Editor's Notebook


Over the years, across the multi-generational arc of the Latino community, a common question has been heard: Where are our leaders?

This has been manifested in many ways. For example, we are so diverse as to defy the very idea of unity. What does a college educated Argentinean have in common with a Guatemalan farm laborer? They may not even speak the same language. It follows that no one leader could ever claim to speak for all of us. If so, does that make us less of a community?

But when leaders arise, we have not been kind to them. Often we are more willing to stab them in the back than get behind them. The old saying that no lid is needed for the basket of Latino crabs (since we yank each other down) is all too true. To draw from personal experience in the world of publishing, my worst critics, litigants, and nay-sayers have all been Latinos.

Even if are our own worst enemies, why do we find it so difficult to stand up for each other? A case in point is some of the vicious anti-immigrant rhetoric spewed by the current occupant of the White House. Again, some of my most heated arguments about these insults have been with Latinos rationalizing what was said, or even agreeing with it. Why did our leaders not stand up for us?

Apparently, they were too busy shooting themselves. In recent weeks, two of the most mainstream Latino advocacy groups, the League of United Latin American Citizens (LULAC) and the U.S. Hispanic Chamber of Commerce (USHCC), have lined up in circular firing squads. The facts in each case are unique, for to paraphrase Tolstoy, all unhappy families are so in their own way. Yet in both cases, a long-serving leader resigned amid threatened litigation and wild conspiracy theories. While LULAC staff members revolted against their president, at the USHCC there were allegations of fraud, sexual harassment, and blatant conflicts of interest.

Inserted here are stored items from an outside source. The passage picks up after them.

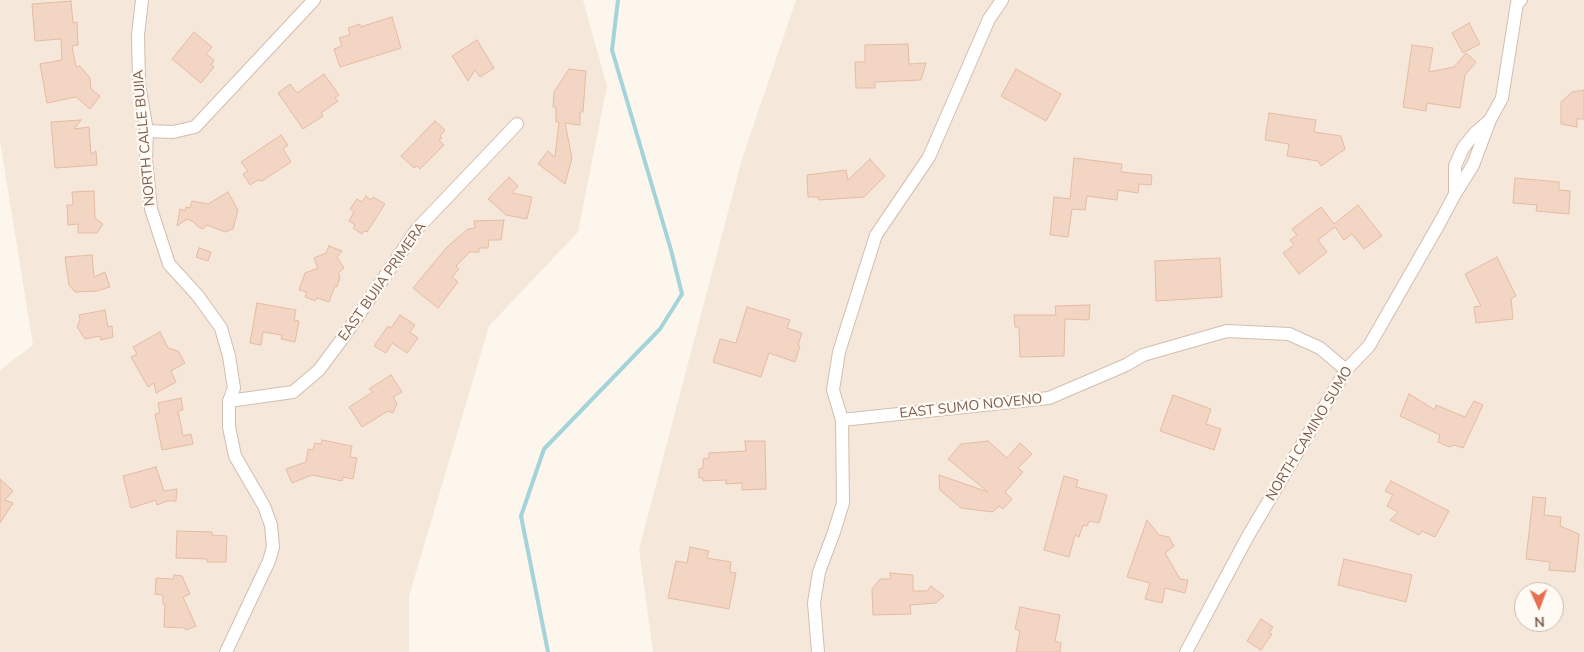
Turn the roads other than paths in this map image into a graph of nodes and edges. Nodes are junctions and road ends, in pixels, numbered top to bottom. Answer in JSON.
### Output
{"nodes":[{"id":1,"x":142,"y":0,"type":"edge"},
{"id":2,"x":314,"y":0,"type":"edge"},
{"id":3,"x":1002,"y":0,"type":"edge"},
{"id":4,"x":1515,"y":1,"type":"edge"},
{"id":5,"x":517,"y":124,"type":"dead end"},
{"id":6,"x":146,"y":131,"type":"junction"},
{"id":7,"x":1346,"y":370,"type":"junction"},
{"id":8,"x":229,"y":401,"type":"junction"},
{"id":9,"x":842,"y":420,"type":"junction"},
{"id":10,"x":226,"y":652,"type":"edge"},
{"id":11,"x":818,"y":652,"type":"edge"},
{"id":12,"x":1186,"y":652,"type":"edge"}],
"edges":[{"from":1,"to":6,"type":"street","name":"NORTH CALLE BUJIA"},
{"from":2,"to":6,"type":"street"},
{"from":3,"to":9,"type":"street"},
{"from":4,"to":7,"type":"street","name":"NORTH CAMINO SUMO"},
{"from":5,"to":8,"type":"street","name":"EAST BUJIA PRIMERA"},
{"from":6,"to":8,"type":"street","name":"NORTH CALLE BUJIA"},
{"from":7,"to":9,"type":"street","name":"EAST SUMO NOVENO"},
{"from":7,"to":12,"type":"street","name":"NORTH CAMINO SUMO"},
{"from":8,"to":10,"type":"street","name":"NORTH CALLE BUJIA"},
{"from":9,"to":11,"type":"street"}]}
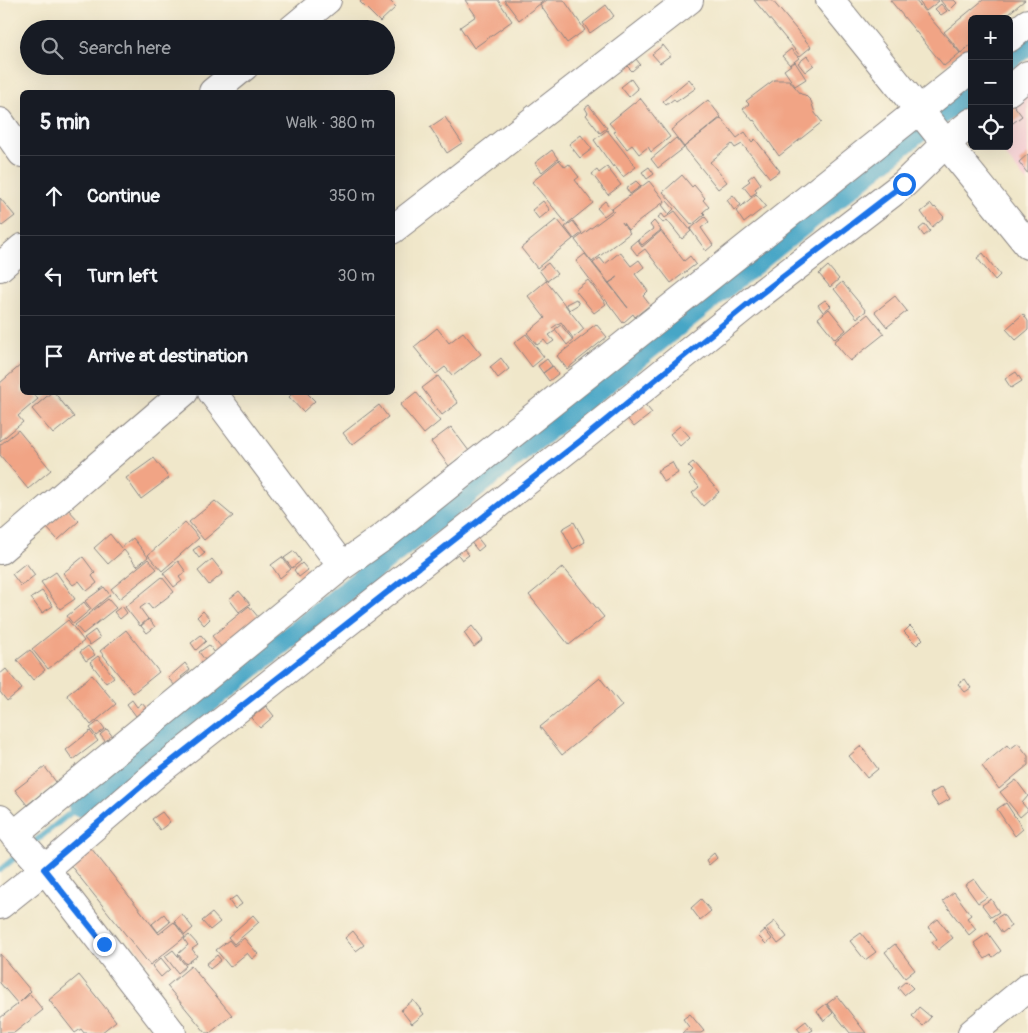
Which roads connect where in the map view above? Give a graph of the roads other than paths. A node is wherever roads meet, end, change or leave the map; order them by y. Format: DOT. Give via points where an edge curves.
graph roads {
  1 [pos="327,0"];
  2 [pos="690,0"];
  3 [pos="830,0"];
  4 [pos="303,20"];
  5 [pos="1028,24"];
  6 [pos="1013,35"];
  7 [pos="968,71"];
  8 [pos="234,75"];
  9 [pos="1028,76"];
  10 [pos="1013,88"];
  11 [pos="215,90"];
  12 [pos="920,111"];
  13 [pos="0,122"];
  14 [pos="968,124"];
  15 [pos="943,138"];
  16 [pos="20,150"];
  17 [pos="395,228"];
  18 [pos="1028,244"];
  19 [pos="20,250"];
  20 [pos="0,267"];
  21 [pos="181,395"];
  22 [pos="214,395"];
  23 [pos="0,550"];
  24 [pos="342,566"];
  25 [pos="11,832"];
  26 [pos="40,865"];
  27 [pos="0,905"];
  28 [pos="1028,987"];
  29 [pos="172,1033"];
  30 [pos="972,1033"];
  1 -- 4 [label="street"];
  2 -- 17 [label="street"];
  3 -- 12 [label="street"];
  5 -- 6 [label="street"];
  7 -- 12 [label="street"];
  8 -- 11 [label="street"];
  9 -- 10 [label="street"];
  12 -- 15 [label="street"];
  12 -- 24 [label="street" via="383,537"];
  13 -- 16 [label="street"];
  14 -- 15 [label="street"];
  15 -- 18 [label="street"];
  15 -- 26 [label="street" via="904,184 754,299 584,438"];
  19 -- 20 [label="street"];
  21 -- 23 [label="street"];
  22 -- 24 [label="street"];
  24 -- 25 [label="street"];
  25 -- 26 [label="street"];
  26 -- 27 [label="street"];
  26 -- 29 [label="street"];
  28 -- 30 [label="street"];
}
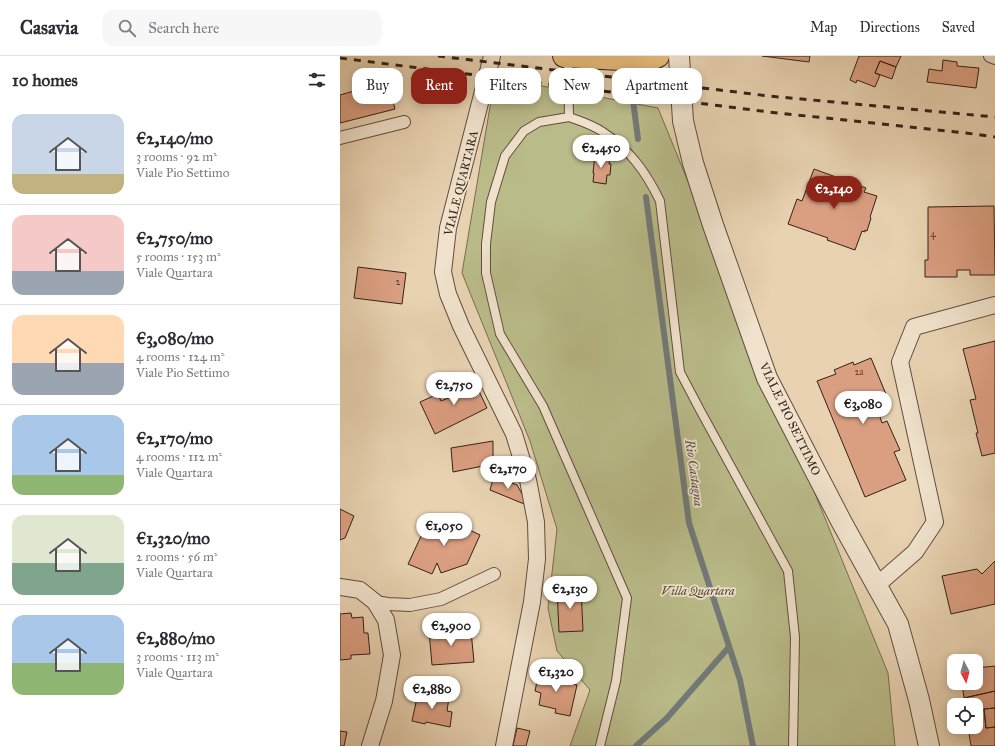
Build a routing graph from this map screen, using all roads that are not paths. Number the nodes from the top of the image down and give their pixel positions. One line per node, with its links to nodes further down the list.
1 (492, 56): 16 (street, VIALE QUARTARA)
2 (567, 56): 3 (main road); 7 (lane)
3 (658, 56)
4 (678, 56): 12 (street, VIALE PIO SETTIMO)
5 (990, 56): 6 (street)
6 (995, 58)
7 (568, 117): 17 (lane); 18 (lane)
8 (404, 122): 9 (street)
9 (340, 138)
10 (995, 305): 12 (street)
11 (494, 574): 14 (street)
12 (877, 586): 19 (street, VIALE PIO SETTIMO)
13 (340, 587): 14 (street)
14 (375, 602): 15 (street)
15 (370, 746)
16 (504, 746)
17 (600, 746)
18 (793, 746)
19 (929, 746)

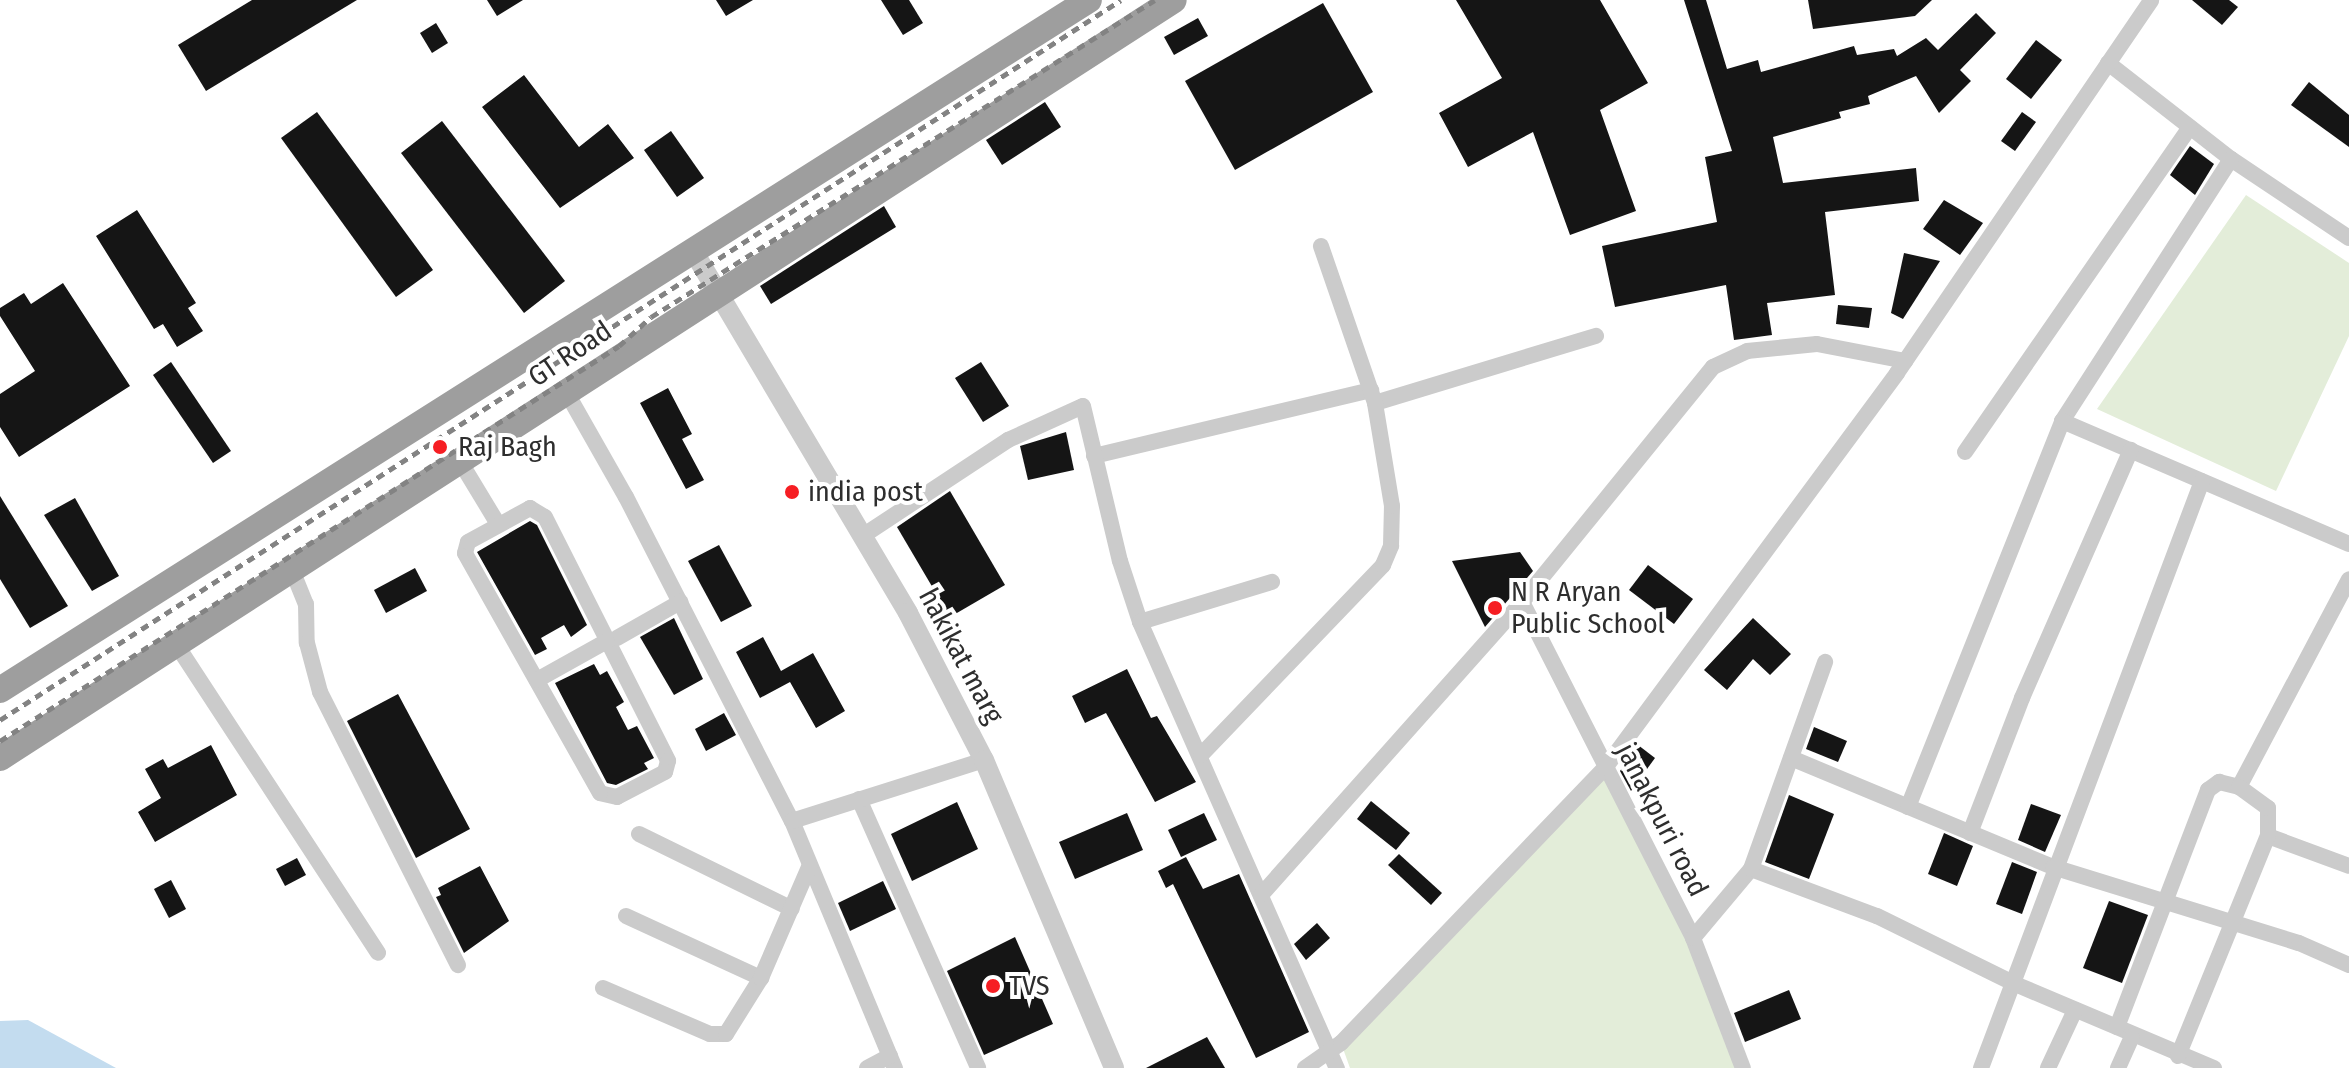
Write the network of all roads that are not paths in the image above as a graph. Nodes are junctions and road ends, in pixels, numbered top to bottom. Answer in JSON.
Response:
{"nodes":[{"id":1,"x":1089,"y":0,"type":"edge"},
{"id":2,"x":1174,"y":0,"type":"edge"},
{"id":3,"x":2151,"y":0,"type":"edge"},
{"id":4,"x":1009,"y":52,"type":"junction"},
{"id":5,"x":2108,"y":63,"type":"junction"},
{"id":6,"x":1034,"y":87,"type":"junction"},
{"id":7,"x":2190,"y":127,"type":"junction"},
{"id":8,"x":2231,"y":159,"type":"junction"},
{"id":9,"x":2349,"y":238,"type":"edge"},
{"id":10,"x":1321,"y":246,"type":"dead end"},
{"id":11,"x":695,"y":254,"type":"junction"},
{"id":12,"x":718,"y":291,"type":"junction"},
{"id":13,"x":1596,"y":336,"type":"dead end"},
{"id":14,"x":1905,"y":361,"type":"junction"},
{"id":15,"x":568,"y":395,"type":"junction"},
{"id":16,"x":1373,"y":396,"type":"junction"},
{"id":17,"x":2062,"y":421,"type":"junction"},
{"id":18,"x":2131,"y":450,"type":"junction"},
{"id":19,"x":1965,"y":452,"type":"dead end"},
{"id":20,"x":1094,"y":456,"type":"junction"},
{"id":21,"x":461,"y":463,"type":"junction"},
{"id":22,"x":2202,"y":481,"type":"junction"},
{"id":23,"x":498,"y":524,"type":"junction"},
{"id":24,"x":864,"y":535,"type":"junction"},
{"id":25,"x":2349,"y":544,"type":"edge"},
{"id":26,"x":292,"y":570,"type":"junction"},
{"id":27,"x":2349,"y":579,"type":"edge"},
{"id":28,"x":1272,"y":582,"type":"dead end"},
{"id":29,"x":680,"y":602,"type":"junction"},
{"id":30,"x":1522,"y":602,"type":"junction"},
{"id":31,"x":1140,"y":622,"type":"junction"},
{"id":32,"x":612,"y":639,"type":"junction"},
{"id":33,"x":176,"y":644,"type":"junction"},
{"id":34,"x":1825,"y":662,"type":"dead end"},
{"id":35,"x":537,"y":680,"type":"junction"},
{"id":36,"x":0,"y":690,"type":"edge"},
{"id":37,"x":1201,"y":755,"type":"junction"},
{"id":38,"x":0,"y":758,"type":"edge"},
{"id":39,"x":1791,"y":758,"type":"junction"},
{"id":40,"x":984,"y":760,"type":"junction"},
{"id":41,"x":1605,"y":768,"type":"junction"},
{"id":42,"x":2239,"y":787,"type":"junction"},
{"id":43,"x":859,"y":799,"type":"junction"},
{"id":44,"x":1908,"y":807,"type":"junction"},
{"id":45,"x":792,"y":821,"type":"junction"},
{"id":46,"x":1970,"y":833,"type":"junction"},
{"id":47,"x":639,"y":834,"type":"dead end"},
{"id":48,"x":2268,"y":836,"type":"junction"},
{"id":49,"x":2349,"y":866,"type":"edge"},
{"id":50,"x":809,"y":867,"type":"junction"},
{"id":51,"x":2053,"y":867,"type":"junction"},
{"id":52,"x":1751,"y":869,"type":"junction"},
{"id":53,"x":1261,"y":895,"type":"junction"},
{"id":54,"x":2169,"y":902,"type":"junction"},
{"id":55,"x":792,"y":909,"type":"junction"},
{"id":56,"x":626,"y":916,"type":"dead end"},
{"id":57,"x":2233,"y":922,"type":"junction"},
{"id":58,"x":1693,"y":938,"type":"junction"},
{"id":59,"x":378,"y":953,"type":"dead end"},
{"id":60,"x":458,"y":965,"type":"dead end"},
{"id":61,"x":2349,"y":965,"type":"edge"},
{"id":62,"x":761,"y":978,"type":"junction"},
{"id":63,"x":2015,"y":984,"type":"junction"},
{"id":64,"x":603,"y":988,"type":"dead end"},
{"id":65,"x":2075,"y":1010,"type":"junction"},
{"id":66,"x":2117,"y":1027,"type":"junction"},
{"id":67,"x":2132,"y":1037,"type":"junction"},
{"id":68,"x":1331,"y":1051,"type":"junction"},
{"id":69,"x":2178,"y":1056,"type":"junction"},
{"id":70,"x":892,"y":1062,"type":"edge"},
{"id":71,"x":867,"y":1068,"type":"edge"},
{"id":72,"x":978,"y":1068,"type":"edge"},
{"id":73,"x":1114,"y":1068,"type":"edge"},
{"id":74,"x":1305,"y":1068,"type":"edge"},
{"id":75,"x":1337,"y":1068,"type":"edge"},
{"id":76,"x":1743,"y":1068,"type":"edge"},
{"id":77,"x":1981,"y":1068,"type":"edge"},
{"id":78,"x":2048,"y":1068,"type":"edge"},
{"id":79,"x":2118,"y":1068,"type":"edge"},
{"id":80,"x":2214,"y":1068,"type":"edge"}],
"edges":[{"from":1,"to":4,"type":"highway","name":"GT Road"},
{"from":2,"to":6,"type":"highway","name":"GT Road"},
{"from":3,"to":5,"type":"street"},
{"from":4,"to":6,"type":"highway"},
{"from":4,"to":11,"type":"highway","name":"GT Road"},
{"from":5,"to":7,"type":"street"},
{"from":5,"to":14,"type":"street"},
{"from":6,"to":12,"type":"highway","name":"GT Road"},
{"from":7,"to":8,"type":"street"},
{"from":7,"to":19,"type":"street"},
{"from":8,"to":9,"type":"street"},
{"from":8,"to":17,"type":"street"},
{"from":10,"to":16,"type":"street"},
{"from":11,"to":12,"type":"street","name":"hakikat marg"},
{"from":11,"to":36,"type":"highway","name":"GT Road"},
{"from":12,"to":15,"type":"highway","name":"GT Road"},
{"from":12,"to":24,"type":"street","name":"hakikat marg"},
{"from":13,"to":16,"type":"street"},
{"from":14,"to":30,"type":"street"},
{"from":14,"to":41,"type":"street"},
{"from":15,"to":21,"type":"highway","name":"GT Road"},
{"from":15,"to":29,"type":"street"},
{"from":16,"to":20,"type":"street"},
{"from":16,"to":37,"type":"street"},
{"from":17,"to":18,"type":"street"},
{"from":17,"to":44,"type":"street"},
{"from":18,"to":22,"type":"street"},
{"from":18,"to":46,"type":"street"},
{"from":20,"to":24,"type":"street"},
{"from":20,"to":31,"type":"street"},
{"from":21,"to":23,"type":"street"},
{"from":21,"to":26,"type":"highway","name":"GT Road"},
{"from":22,"to":25,"type":"street"},
{"from":22,"to":51,"type":"street"},
{"from":23,"to":32,"type":"street"},
{"from":23,"to":35,"type":"street"},
{"from":24,"to":40,"type":"street","name":"hakikat marg"},
{"from":26,"to":33,"type":"highway","name":"GT Road"},
{"from":26,"to":60,"type":"street"},
{"from":27,"to":42,"type":"street"},
{"from":28,"to":31,"type":"street"},
{"from":29,"to":32,"type":"street"},
{"from":29,"to":45,"type":"street"},
{"from":30,"to":41,"type":"street","name":"janakpuri road"},
{"from":30,"to":53,"type":"street"},
{"from":31,"to":37,"type":"street"},
{"from":32,"to":35,"type":"street"},
{"from":32,"to":35,"type":"street"},
{"from":33,"to":38,"type":"highway","name":"GT Road"},
{"from":33,"to":59,"type":"street"},
{"from":34,"to":39,"type":"street"},
{"from":37,"to":53,"type":"street"},
{"from":39,"to":44,"type":"street"},
{"from":39,"to":52,"type":"street"},
{"from":40,"to":43,"type":"street"},
{"from":40,"to":73,"type":"street","name":"hakikat marg"},
{"from":41,"to":58,"type":"street","name":"janakpuri road"},
{"from":41,"to":68,"type":"street"},
{"from":42,"to":48,"type":"street"},
{"from":42,"to":54,"type":"street"},
{"from":43,"to":45,"type":"street"},
{"from":43,"to":72,"type":"street"},
{"from":44,"to":46,"type":"street"},
{"from":45,"to":50,"type":"street"},
{"from":46,"to":51,"type":"street"},
{"from":47,"to":55,"type":"street"},
{"from":48,"to":49,"type":"street"},
{"from":48,"to":57,"type":"street"},
{"from":50,"to":55,"type":"street"},
{"from":50,"to":70,"type":"street"},
{"from":51,"to":54,"type":"street"},
{"from":51,"to":63,"type":"street"},
{"from":52,"to":58,"type":"street"},
{"from":52,"to":63,"type":"street"},
{"from":53,"to":68,"type":"street"},
{"from":54,"to":57,"type":"street"},
{"from":54,"to":66,"type":"street"},
{"from":55,"to":62,"type":"street"},
{"from":56,"to":62,"type":"street"},
{"from":57,"to":61,"type":"street"},
{"from":57,"to":69,"type":"street"},
{"from":58,"to":76,"type":"street","name":"janakpuri road"},
{"from":62,"to":64,"type":"street"},
{"from":63,"to":65,"type":"street"},
{"from":63,"to":77,"type":"street"},
{"from":65,"to":66,"type":"street"},
{"from":65,"to":78,"type":"street"},
{"from":66,"to":67,"type":"street"},
{"from":67,"to":69,"type":"street"},
{"from":67,"to":79,"type":"street"},
{"from":68,"to":74,"type":"street"},
{"from":68,"to":75,"type":"street"},
{"from":69,"to":80,"type":"street"},
{"from":70,"to":71,"type":"street"}]}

None of this was remotely of interest to the vast majority of Latinos around the country, who are largely unaware of such organizations claiming to represent them. But it provided considerable gossip for the Latino activists, lobbyists, and journalists in Washington, DC known as the Cucaracha Circuit.  In the time of Trump, these organizations have struggled for relevancy, having little or no access to the White House. Is the only choice between irrelevancy and embarrassment?

But as all this was happening, a true leader emerged. The tragic shooting at Marjory Stoneman Douglas High School in Parkland, FL where 17 teachers and students were brutally gunned down, shocked the nation. While elected officials offered only  “thoughts and prayers,” a group of students who survived took action, and demanded a ban on assault weapons and other gun control measures.  One of the most poised and visible was Emma Gonzalez, the Cuban American teenager profiled by Roberto Santiago (p. 12).

At the massive March for Our Lives rally in Washington, DC on March 24, attended by nearly a million people, Emma took the podium: “Since the time that I came out here, it has been 6 minutes and 20 seconds, the shooter has ceased shooting and will soon abandon his rifle and blend in with the students so he can walk free for an hour before arrest,” she said. “Fight for your lives before it is someone else’s job.”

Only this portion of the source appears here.